:: TASK MATERIAL

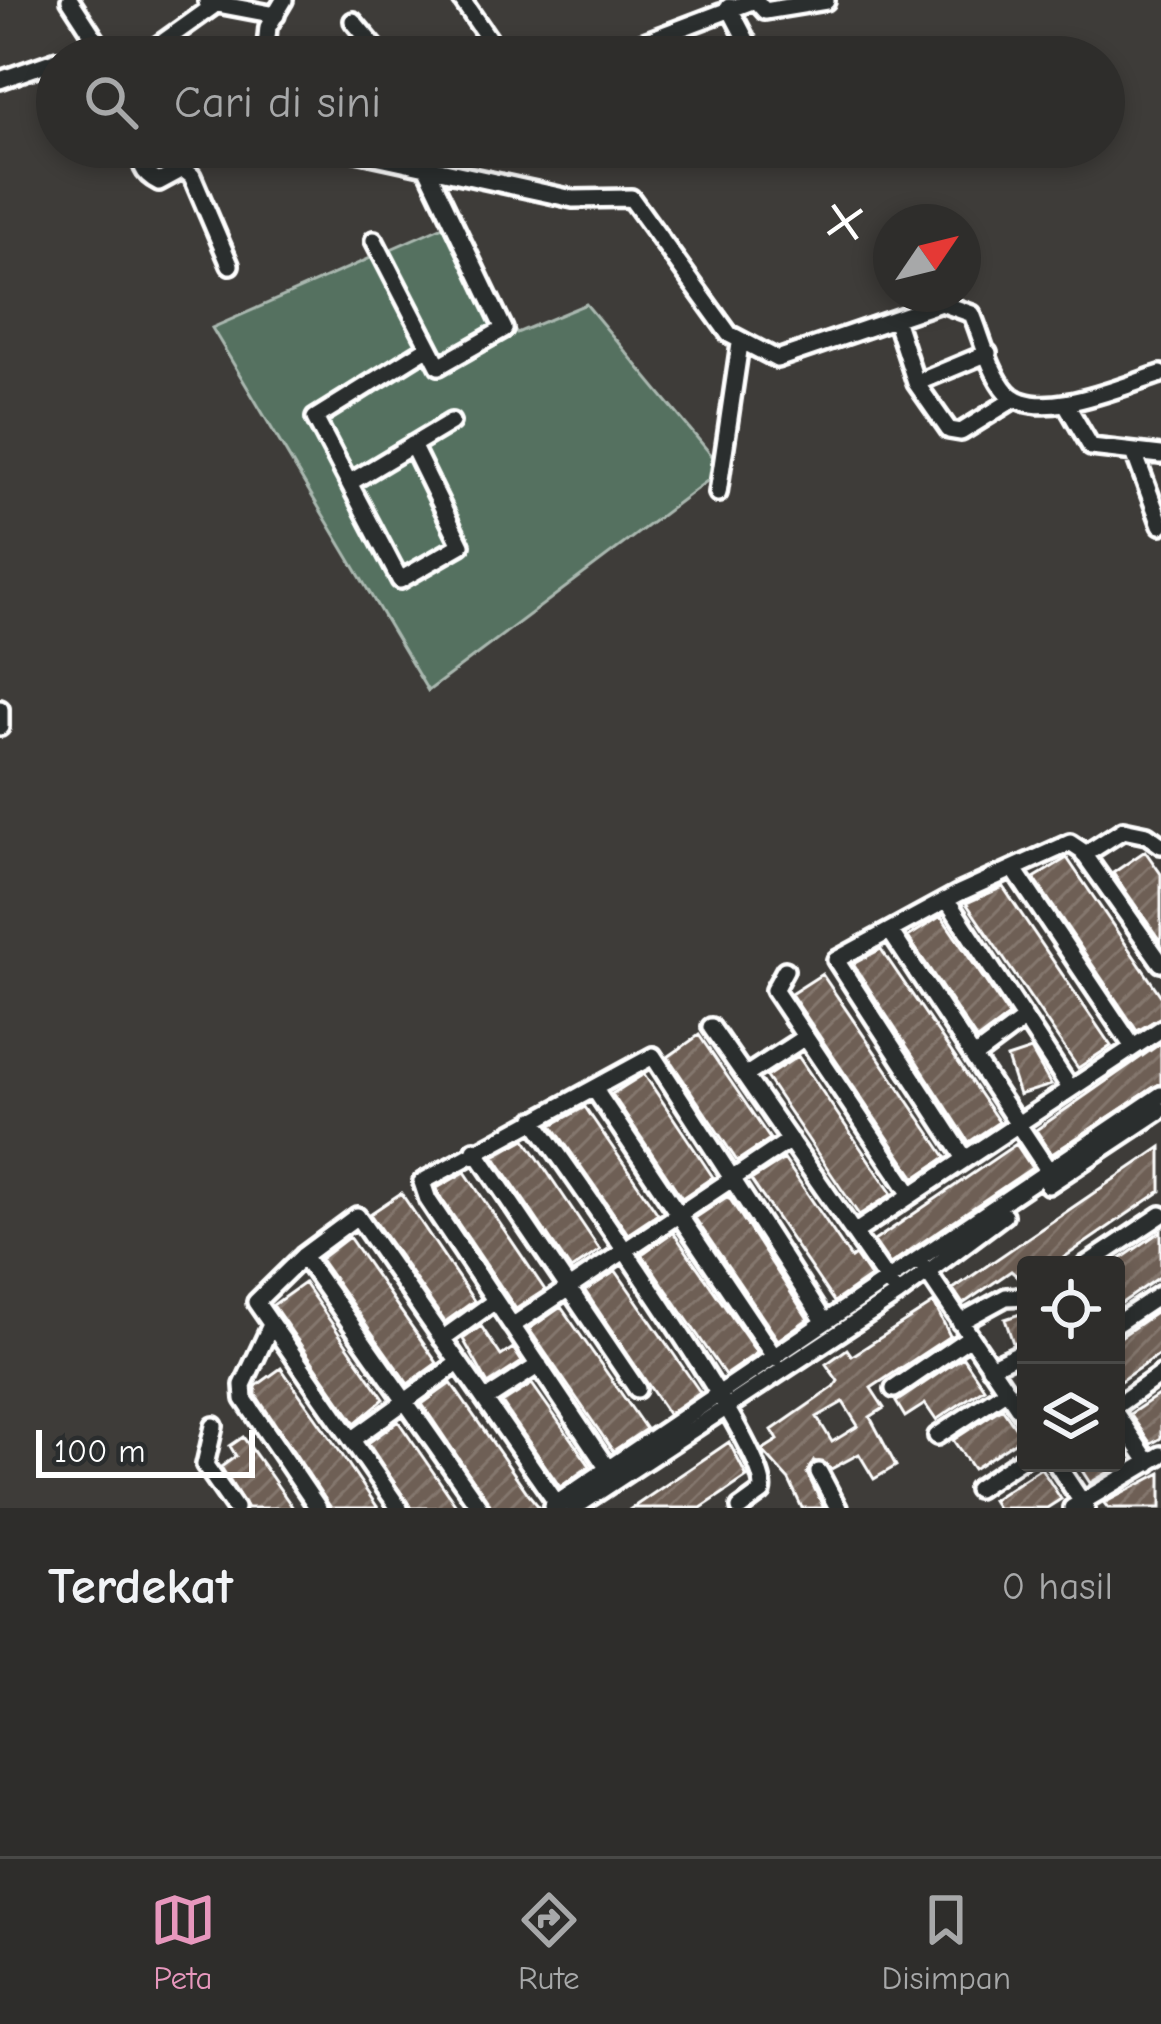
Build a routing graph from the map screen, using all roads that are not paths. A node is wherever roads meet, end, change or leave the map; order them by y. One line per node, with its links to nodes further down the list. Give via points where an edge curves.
1 (70, 0): 10 (street)
2 (462, 0): 14 (street)
3 (755, 0): 4 (street, via 765,11); 7 (street)
4 (826, 1)
5 (208, 3): 6 (street); 11 (street)
6 (280, 7): 12 (street)
7 (729, 7): 9 (street); 15 (street)
8 (353, 21): 13 (street)
9 (660, 35)
10 (93, 36)
11 (168, 36)
12 (271, 36)
13 (366, 36)
14 (487, 36)
15 (744, 36)
16 (36, 67): 17 (street)
17 (0, 80)
18 (141, 168): 22 (street, via 159,182 183,170 192,176)
19 (427, 168): 25 (street, via 505,328 440,366)
20 (432, 168): 24 (street, via 573,199 631,198)
21 (374, 240): 25 (street)
22 (230, 265)
23 (895, 319): 24 (street, via 777,359); 26 (street, via 958,305 972,314); 28 (street)
24 (740, 344): 36 (street)
25 (429, 346): 35 (street, via 315,418)
26 (988, 353): 28 (street); 29 (street)
27 (1161, 374): 30 (street)
28 (916, 383): 29 (street, via 943,424 961,432)
29 (1014, 399): 30 (street)
30 (1066, 404): 34 (street, via 1091,447)
31 (451, 422): 32 (street)
32 (412, 446): 35 (street); 35 (street, via 461,545 400,580)
33 (1161, 454): 34 (street)
34 (1135, 455): 37 (street)
35 (350, 483)
36 (718, 494)
37 (1161, 525)
38 (0, 709): 39 (street)
39 (0, 727)
40 (1161, 845): 41 (street, via 1124,830)
41 (1084, 855): 42 (street, via 1070,843); 45 (street)
42 (1015, 871): 43 (street); 51 (street)
43 (946, 900): 44 (street); 47 (street)
44 (890, 932): 52 (street); 62 (street, via 835,965)
45 (1161, 963)
46 (785, 970): 50 (street, via 774,990)
47 (1025, 1019): 52 (street); 54 (street)
48 (711, 1028): 53 (street)
49 (1161, 1029): 51 (street)
50 (805, 1036): 53 (street); 65 (street)
51 (1133, 1047): 54 (street)
52 (974, 1057): 59 (street)
53 (745, 1076): 60 (street)
54 (1070, 1088): 59 (street)
55 (595, 1090): 58 (street); 64 (street, via 653,1056); 66 (street)
56 (1161, 1095): 63 (street)
57 (1161, 1111): 63 (street)
58 (534, 1120): 61 (street); 69 (street)
59 (1017, 1123): 62 (street); 63 (street)
60 (790, 1140): 64 (street); 68 (street)
61 (475, 1150): 74 (street); 77 (street, via 421,1188)
62 (964, 1157): 65 (street)
63 (1053, 1176): 72 (street)
64 (736, 1177): 66 (street); 79 (street)
65 (910, 1193): 68 (street)
66 (680, 1215): 69 (street); 85 (street)
67 (1161, 1215): 71 (street)
68 (854, 1233): 73 (street)
69 (626, 1253): 74 (street); 95 (street)
70 (303, 1256): 80 (street, via 257,1297); 83 (street, via 360,1217); 93 (street)
71 (1100, 1256)
72 (924, 1266): 73 (street); 82 (street)
73 (893, 1288): 79 (street); 95 (street)
74 (568, 1290): 81 (street); 90 (street)
75 (1161, 1294): 78 (street)
76 (1017, 1296): 82 (street)
77 (495, 1301): 81 (street); 83 (street)
78 (1125, 1318)
79 (824, 1321): 85 (street)
80 (271, 1324): 101 (street); 111 (street, via 244,1399)
81 (512, 1326): 87 (street)
82 (965, 1329): 88 (street); 91 (street)
83 (442, 1339): 86 (street)
84 (1017, 1355): 88 (street)
85 (776, 1358): 95 (street)
86 (458, 1363): 93 (street); 94 (street)
87 (539, 1366): 94 (street); 104 (street)
88 (990, 1367): 92 (street)
89 (1161, 1374): 96 (street)
90 (637, 1389)
91 (894, 1389)
92 (1007, 1390): 97 (street); 100 (street)
93 (404, 1400): 101 (street); 113 (street)
94 (485, 1400): 109 (street)
95 (724, 1403): 104 (street); 109 (street); 114 (street, via 766,1483)
96 (1125, 1403)
97 (1017, 1405)
98 (1125, 1421): 102 (street)
99 (214, 1426): 110 (street, via 205,1465)
100 (937, 1436)
101 (353, 1439): 112 (street)
102 (1155, 1459): 108 (street)
103 (1017, 1462): 107 (street)
104 (608, 1469): 109 (street)
105 (819, 1472): 115 (street)
106 (1061, 1472): 108 (street)
107 (977, 1489)
108 (1080, 1506)
109 (560, 1507)
110 (235, 1508)
111 (318, 1508)
112 (399, 1508)
113 (480, 1508)
114 (740, 1508)
115 (838, 1508)

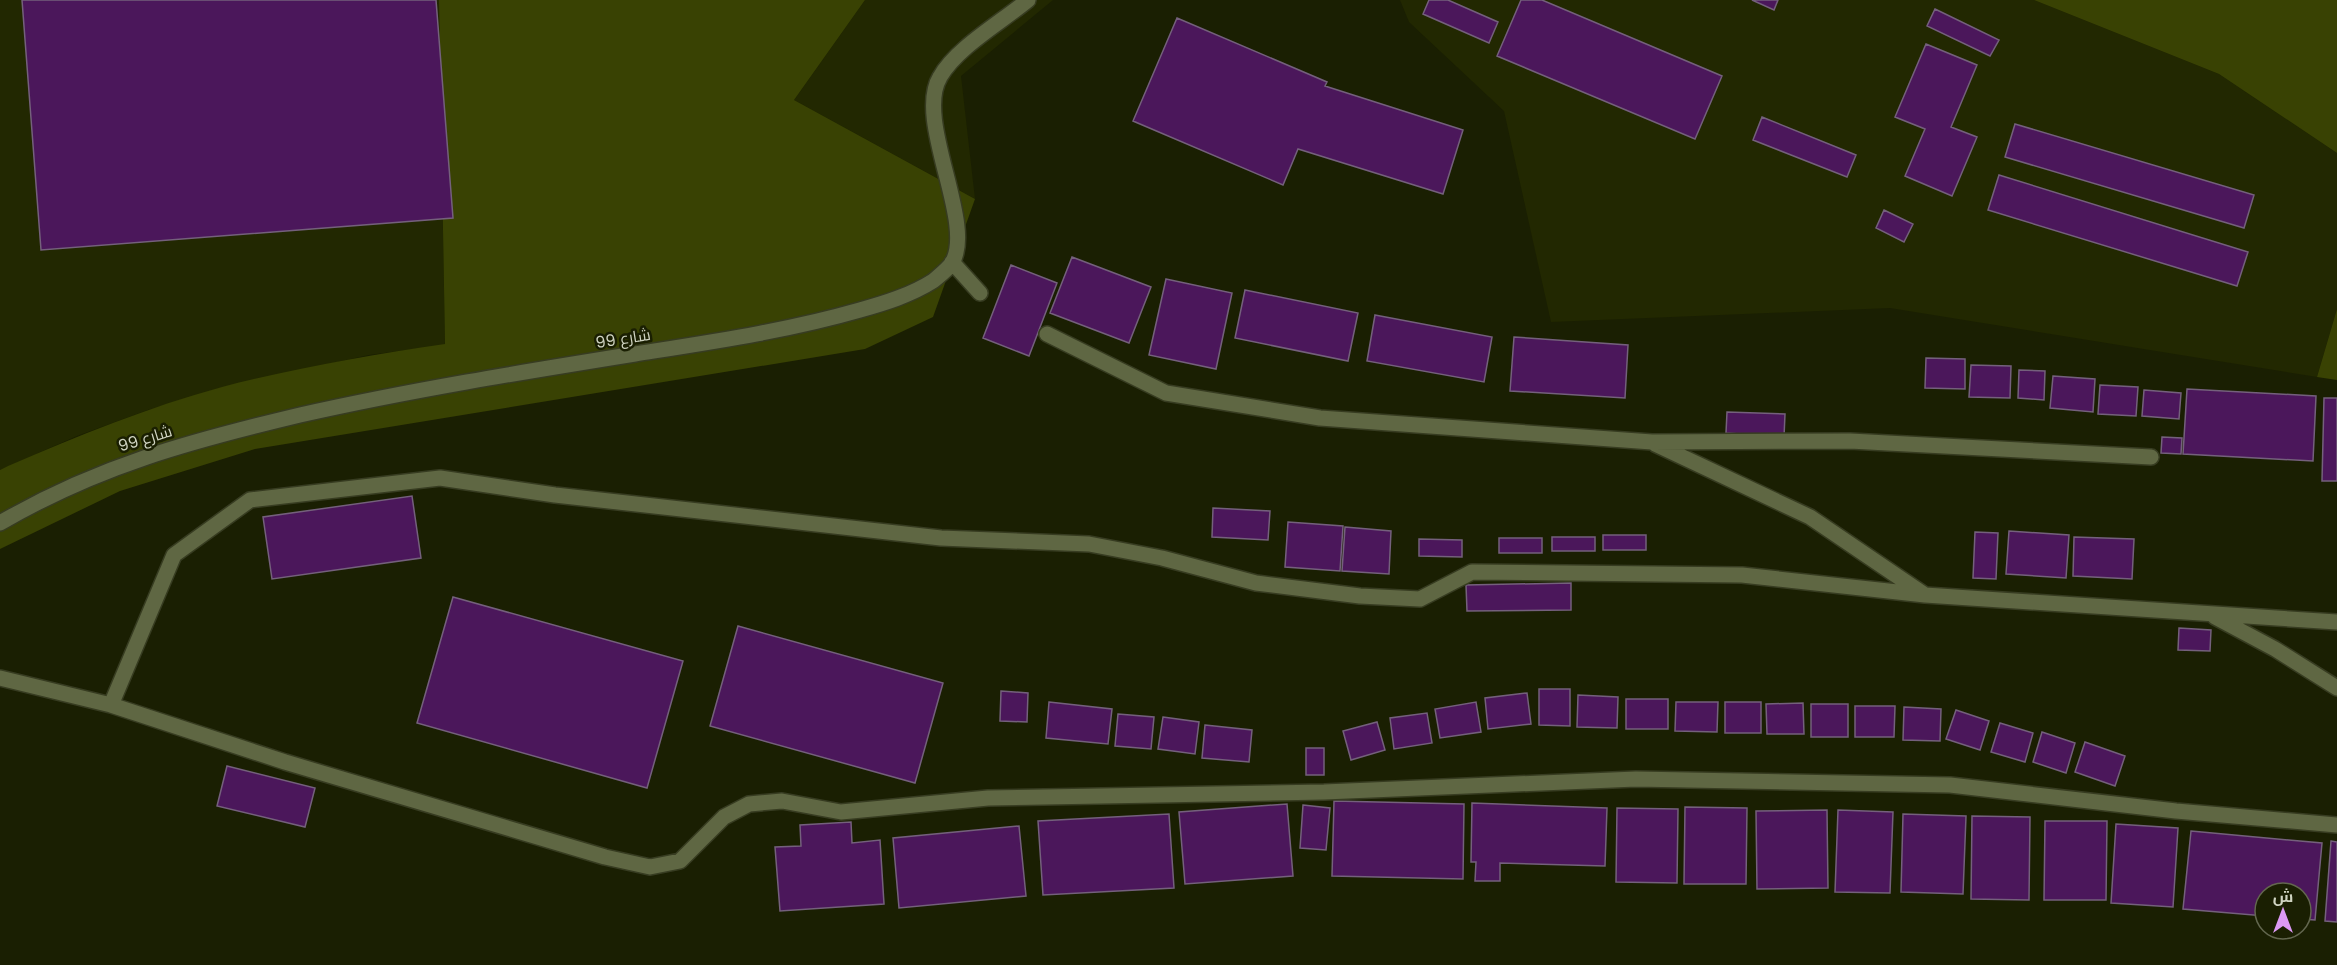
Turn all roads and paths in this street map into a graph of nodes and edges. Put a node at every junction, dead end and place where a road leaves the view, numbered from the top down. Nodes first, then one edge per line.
1 (1028, 0) edge
2 (952, 262) junction
3 (980, 292) dead end
4 (1047, 334) dead end
5 (1652, 442) junction
6 (2151, 457) dead end
7 (0, 523) edge
8 (1925, 595) junction
9 (2210, 614) junction
10 (2337, 622) edge
11 (0, 678) edge
12 (2337, 688) edge
13 (111, 705) junction
14 (2337, 825) edge

1 - 2 street
2 - 3 street
2 - 7 street, شارع 99
4 - 5 street
5 - 6 street
5 - 8 street
8 - 9 street
8 - 13 street
9 - 10 street
9 - 12 street
11 - 13 street
13 - 14 street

::::

- AIM OF THE TASK -
Count every line in the data that contains the word "graph", then give that count and nothing else.

- RESULT FOR THIS EXERCISE -
2